[[ Records shown, beginning ]]

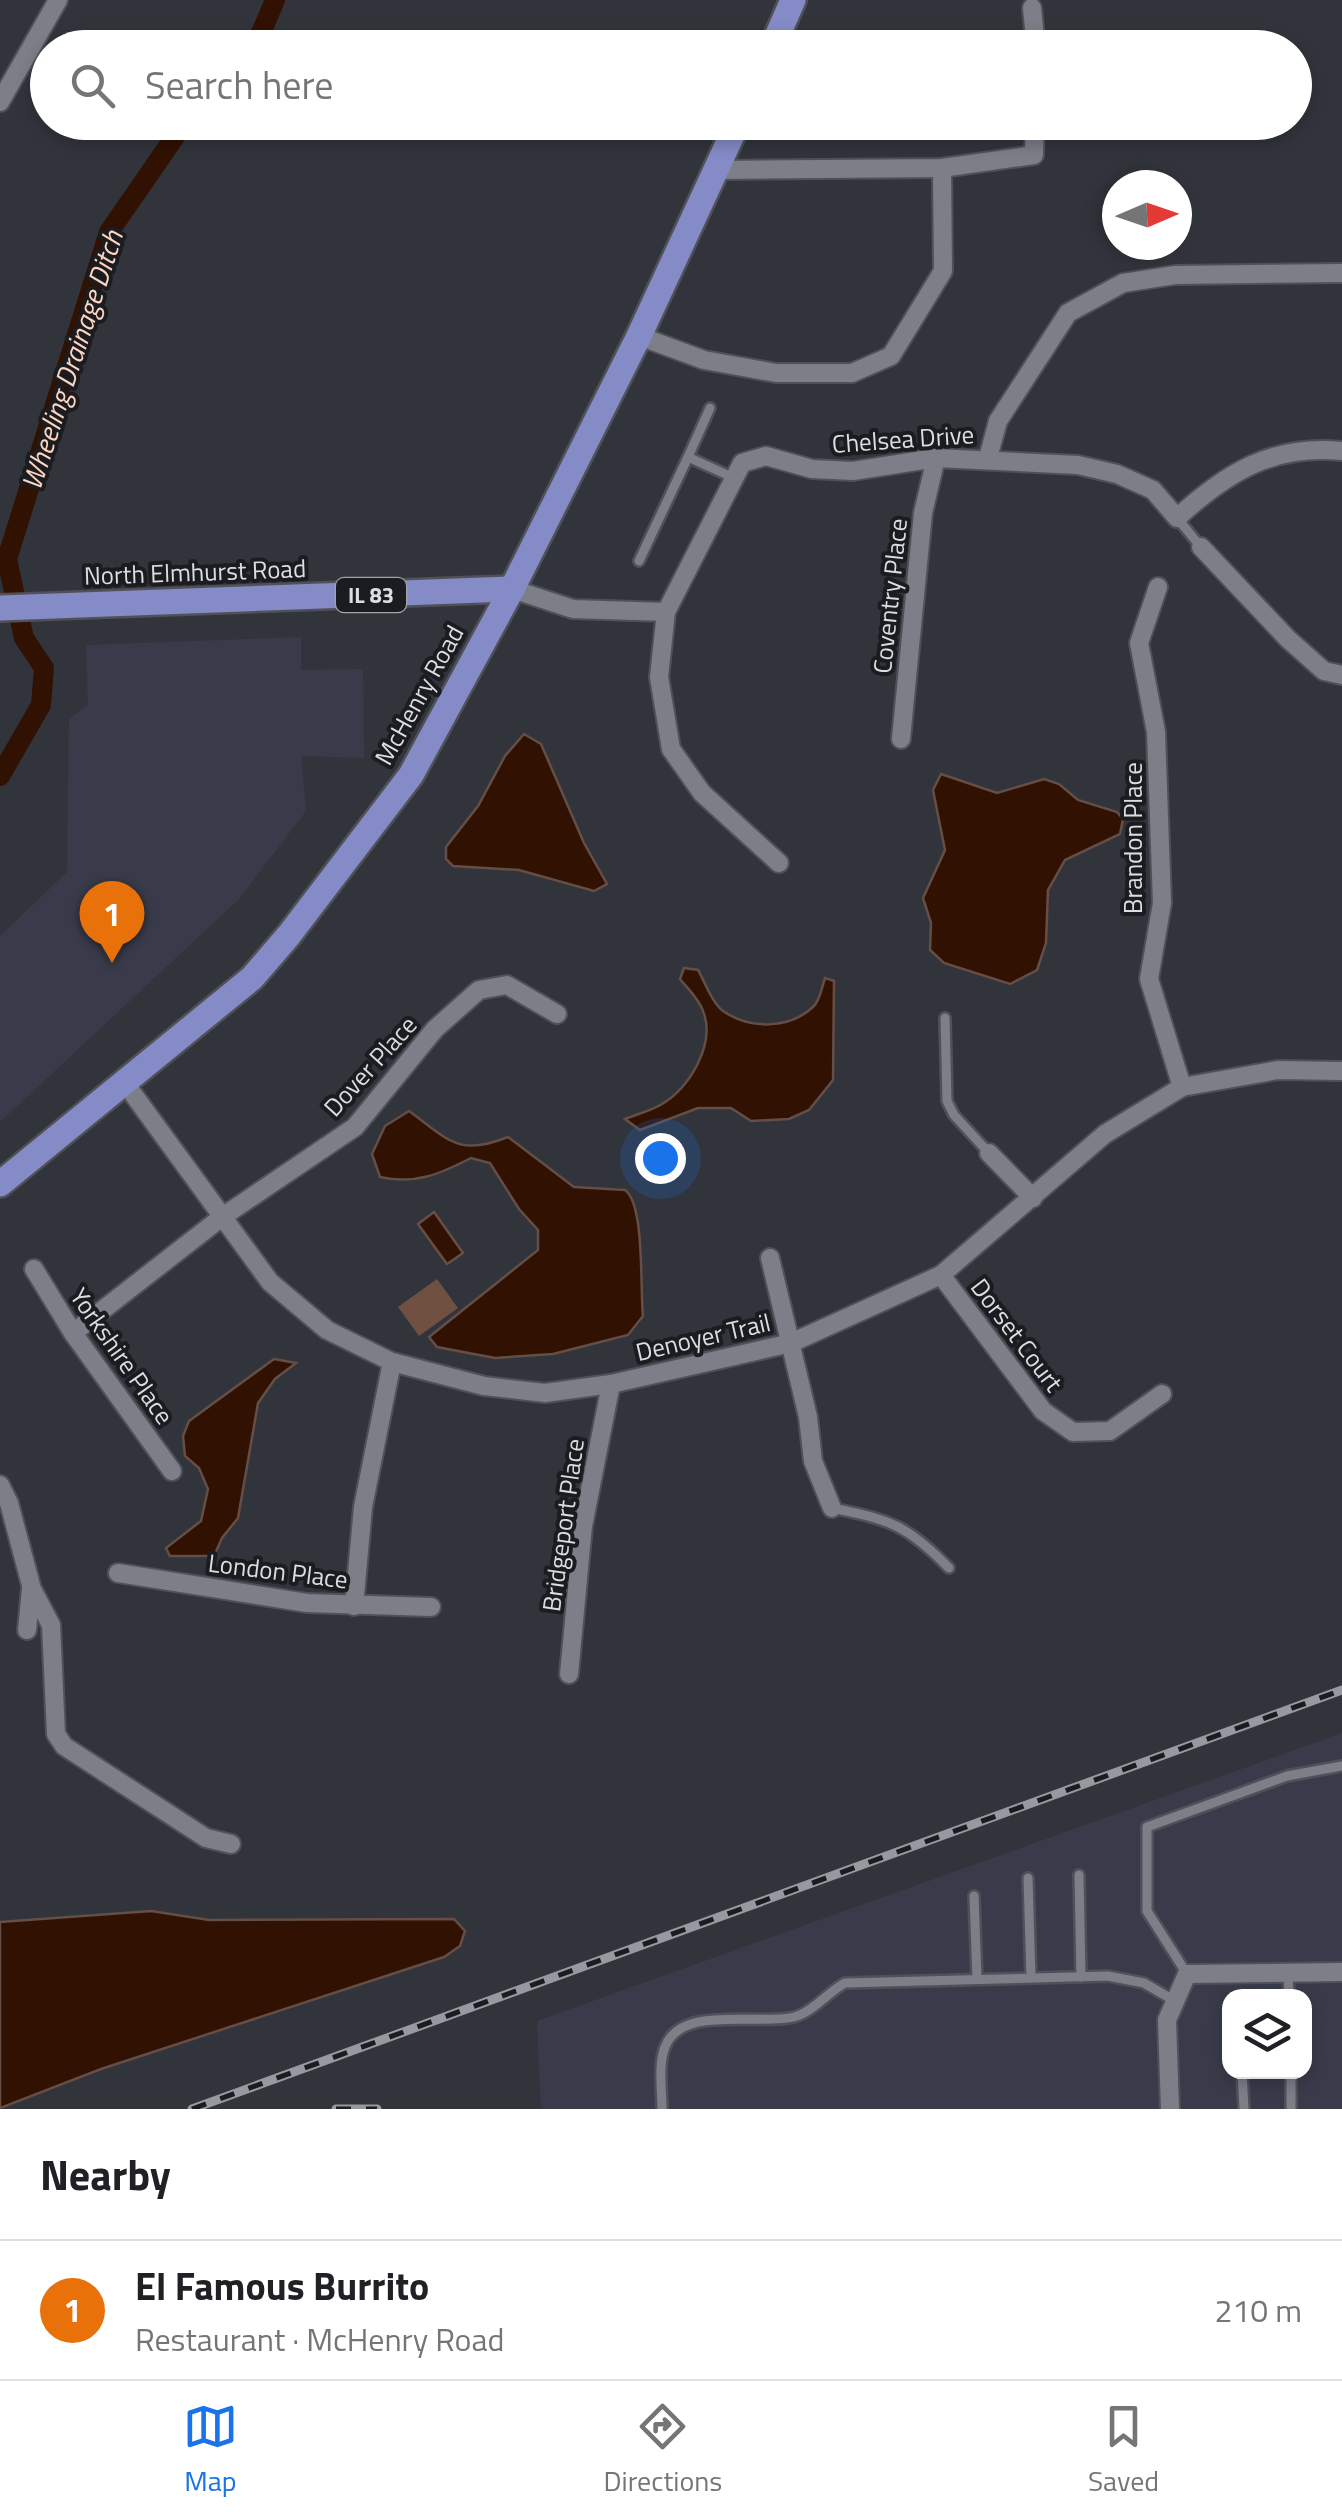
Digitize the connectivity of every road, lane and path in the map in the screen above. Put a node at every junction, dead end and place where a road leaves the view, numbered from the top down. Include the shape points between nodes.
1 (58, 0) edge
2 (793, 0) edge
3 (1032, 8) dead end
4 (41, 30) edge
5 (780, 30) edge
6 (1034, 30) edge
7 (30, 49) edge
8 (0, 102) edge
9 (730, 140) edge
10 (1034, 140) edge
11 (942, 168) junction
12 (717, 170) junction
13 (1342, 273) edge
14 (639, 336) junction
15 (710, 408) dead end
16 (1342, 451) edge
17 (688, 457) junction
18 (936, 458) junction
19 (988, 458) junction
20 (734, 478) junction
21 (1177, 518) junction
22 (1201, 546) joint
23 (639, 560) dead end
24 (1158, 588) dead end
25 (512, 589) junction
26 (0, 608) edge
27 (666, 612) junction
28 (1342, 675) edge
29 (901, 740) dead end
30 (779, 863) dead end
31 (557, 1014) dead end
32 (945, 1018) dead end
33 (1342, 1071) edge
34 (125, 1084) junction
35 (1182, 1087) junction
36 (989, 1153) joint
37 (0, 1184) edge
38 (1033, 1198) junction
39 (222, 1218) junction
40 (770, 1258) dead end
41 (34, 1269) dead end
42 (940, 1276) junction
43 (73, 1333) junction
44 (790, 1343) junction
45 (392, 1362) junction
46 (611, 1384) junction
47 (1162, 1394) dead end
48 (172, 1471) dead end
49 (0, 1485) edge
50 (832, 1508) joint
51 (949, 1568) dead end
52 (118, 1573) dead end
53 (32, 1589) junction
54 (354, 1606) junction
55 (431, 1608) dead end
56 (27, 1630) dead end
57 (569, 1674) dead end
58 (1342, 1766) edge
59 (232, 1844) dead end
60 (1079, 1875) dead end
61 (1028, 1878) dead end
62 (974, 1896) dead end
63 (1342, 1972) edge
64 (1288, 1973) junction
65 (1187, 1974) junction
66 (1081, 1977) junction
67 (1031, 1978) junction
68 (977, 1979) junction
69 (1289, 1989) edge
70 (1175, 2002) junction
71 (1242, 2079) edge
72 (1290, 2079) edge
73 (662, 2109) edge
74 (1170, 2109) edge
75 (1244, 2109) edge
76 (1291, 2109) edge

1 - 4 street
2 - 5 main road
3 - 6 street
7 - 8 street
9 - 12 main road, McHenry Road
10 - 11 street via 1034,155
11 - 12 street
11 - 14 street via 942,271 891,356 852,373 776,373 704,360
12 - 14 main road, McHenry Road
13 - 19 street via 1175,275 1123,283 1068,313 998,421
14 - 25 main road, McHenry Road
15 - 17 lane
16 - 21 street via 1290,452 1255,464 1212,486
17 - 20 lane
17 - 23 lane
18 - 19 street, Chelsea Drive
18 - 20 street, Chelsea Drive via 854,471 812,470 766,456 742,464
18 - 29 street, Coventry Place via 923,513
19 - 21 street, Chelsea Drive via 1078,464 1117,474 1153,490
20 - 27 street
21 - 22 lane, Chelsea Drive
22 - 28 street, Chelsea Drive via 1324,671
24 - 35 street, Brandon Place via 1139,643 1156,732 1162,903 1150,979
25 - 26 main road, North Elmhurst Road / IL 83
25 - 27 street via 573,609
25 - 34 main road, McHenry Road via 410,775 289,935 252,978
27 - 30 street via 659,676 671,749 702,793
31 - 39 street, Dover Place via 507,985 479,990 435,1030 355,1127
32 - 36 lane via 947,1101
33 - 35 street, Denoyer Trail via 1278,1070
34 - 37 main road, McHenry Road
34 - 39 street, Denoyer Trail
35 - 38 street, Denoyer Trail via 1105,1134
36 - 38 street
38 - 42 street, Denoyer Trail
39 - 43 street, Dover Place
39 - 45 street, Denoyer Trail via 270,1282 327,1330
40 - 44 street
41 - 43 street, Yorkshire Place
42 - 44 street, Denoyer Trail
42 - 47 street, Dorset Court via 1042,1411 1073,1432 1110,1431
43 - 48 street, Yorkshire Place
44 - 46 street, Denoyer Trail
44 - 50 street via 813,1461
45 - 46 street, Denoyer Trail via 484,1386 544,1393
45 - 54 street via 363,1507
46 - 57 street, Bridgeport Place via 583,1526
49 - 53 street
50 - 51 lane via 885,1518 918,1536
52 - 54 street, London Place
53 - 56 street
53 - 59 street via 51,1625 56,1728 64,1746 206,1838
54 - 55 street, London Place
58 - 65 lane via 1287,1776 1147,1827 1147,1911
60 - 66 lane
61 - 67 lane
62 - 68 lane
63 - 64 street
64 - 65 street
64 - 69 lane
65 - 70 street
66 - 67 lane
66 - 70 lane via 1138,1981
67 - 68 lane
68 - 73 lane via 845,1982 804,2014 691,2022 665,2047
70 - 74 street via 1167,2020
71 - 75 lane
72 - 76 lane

[[ Records shown, end ]]
[[ Records shown, beginning ]]

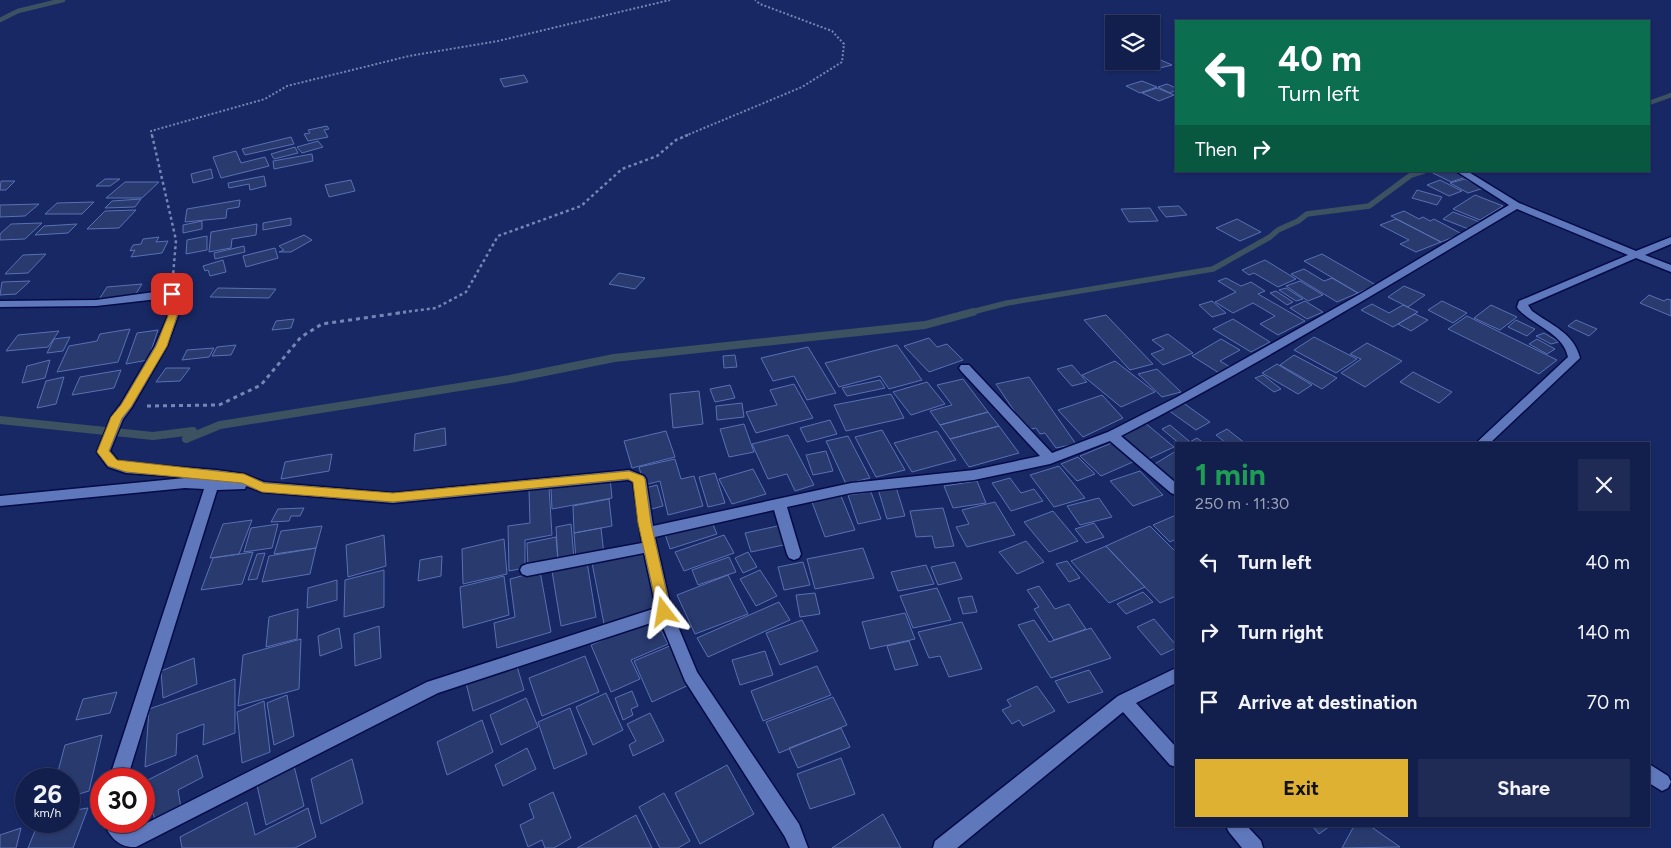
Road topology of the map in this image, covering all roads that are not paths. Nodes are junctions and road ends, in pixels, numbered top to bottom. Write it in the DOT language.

[[ Records shown, end ]]
[[ Records shown, beginning ]]

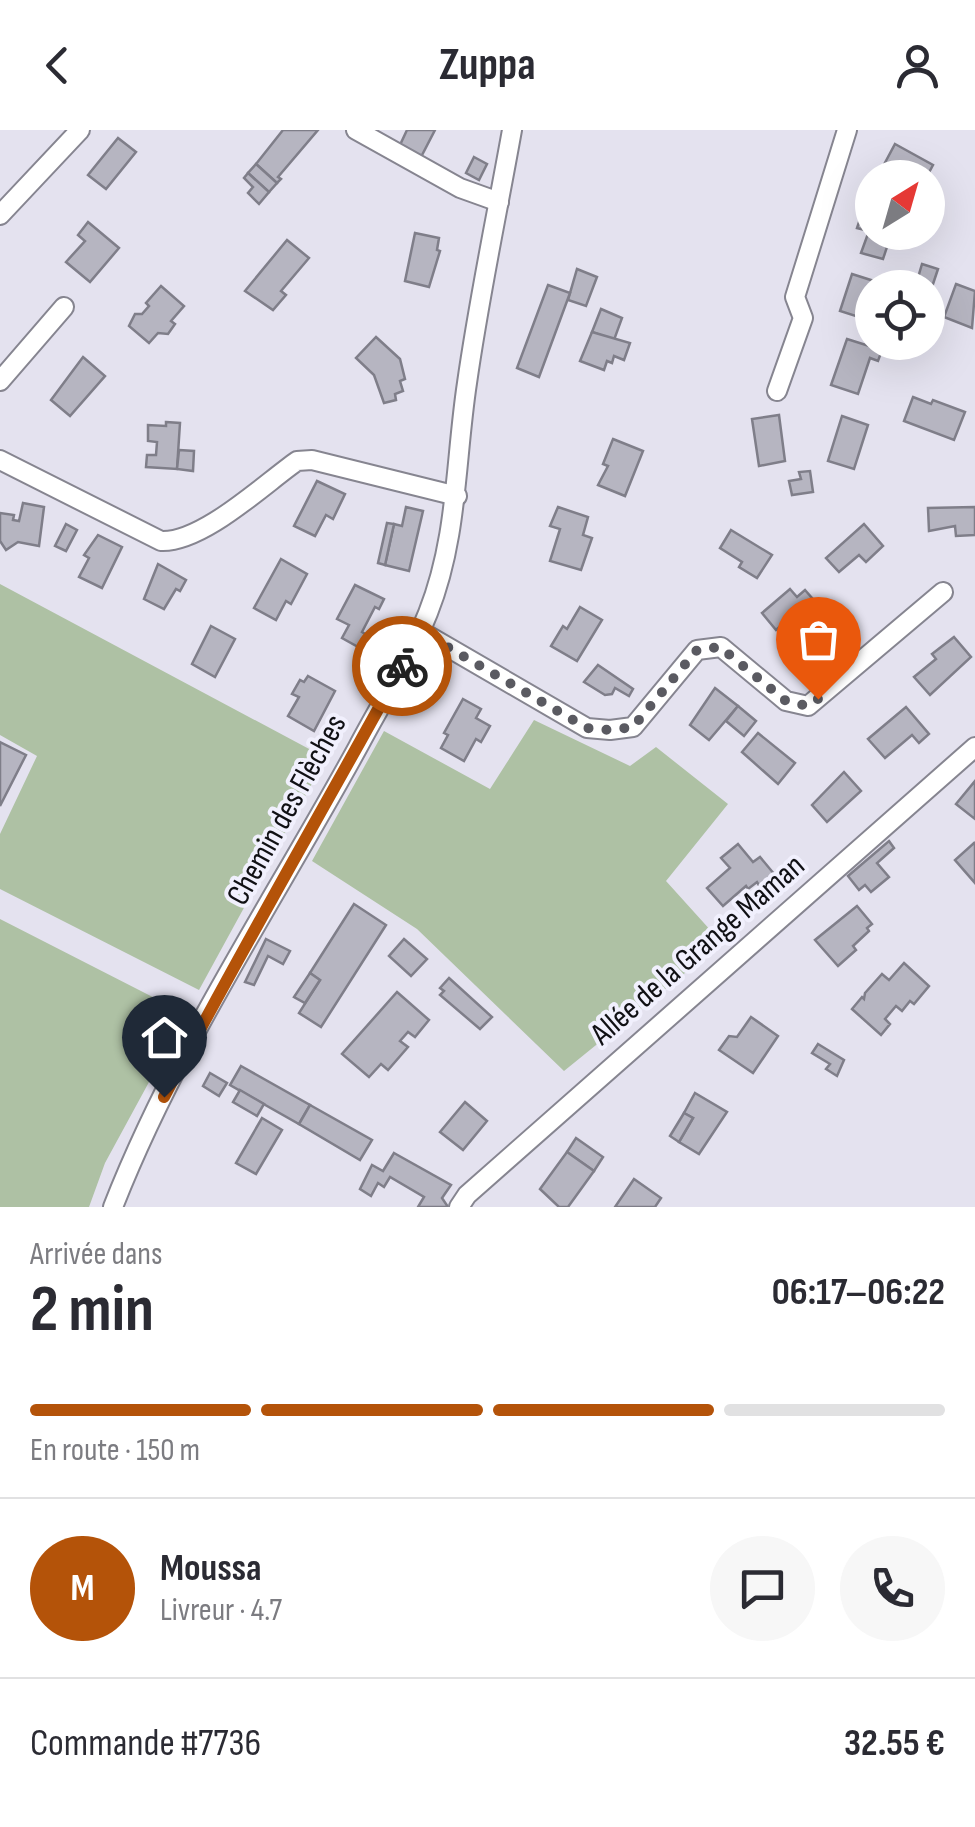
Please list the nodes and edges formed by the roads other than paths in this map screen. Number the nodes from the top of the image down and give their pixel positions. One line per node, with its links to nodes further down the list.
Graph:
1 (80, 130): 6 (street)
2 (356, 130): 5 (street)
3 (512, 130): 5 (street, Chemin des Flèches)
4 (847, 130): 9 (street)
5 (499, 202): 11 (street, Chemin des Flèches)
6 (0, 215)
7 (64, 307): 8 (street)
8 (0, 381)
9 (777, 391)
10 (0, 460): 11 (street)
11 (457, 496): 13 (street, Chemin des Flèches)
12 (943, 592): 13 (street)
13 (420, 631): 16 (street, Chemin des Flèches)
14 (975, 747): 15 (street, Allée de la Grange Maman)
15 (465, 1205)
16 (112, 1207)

[[ Records shown, end ]]

> **The problem**: The word "paths" appears in how many lines of the data? Answer with only the number.

> **Answer to the exercise**: 2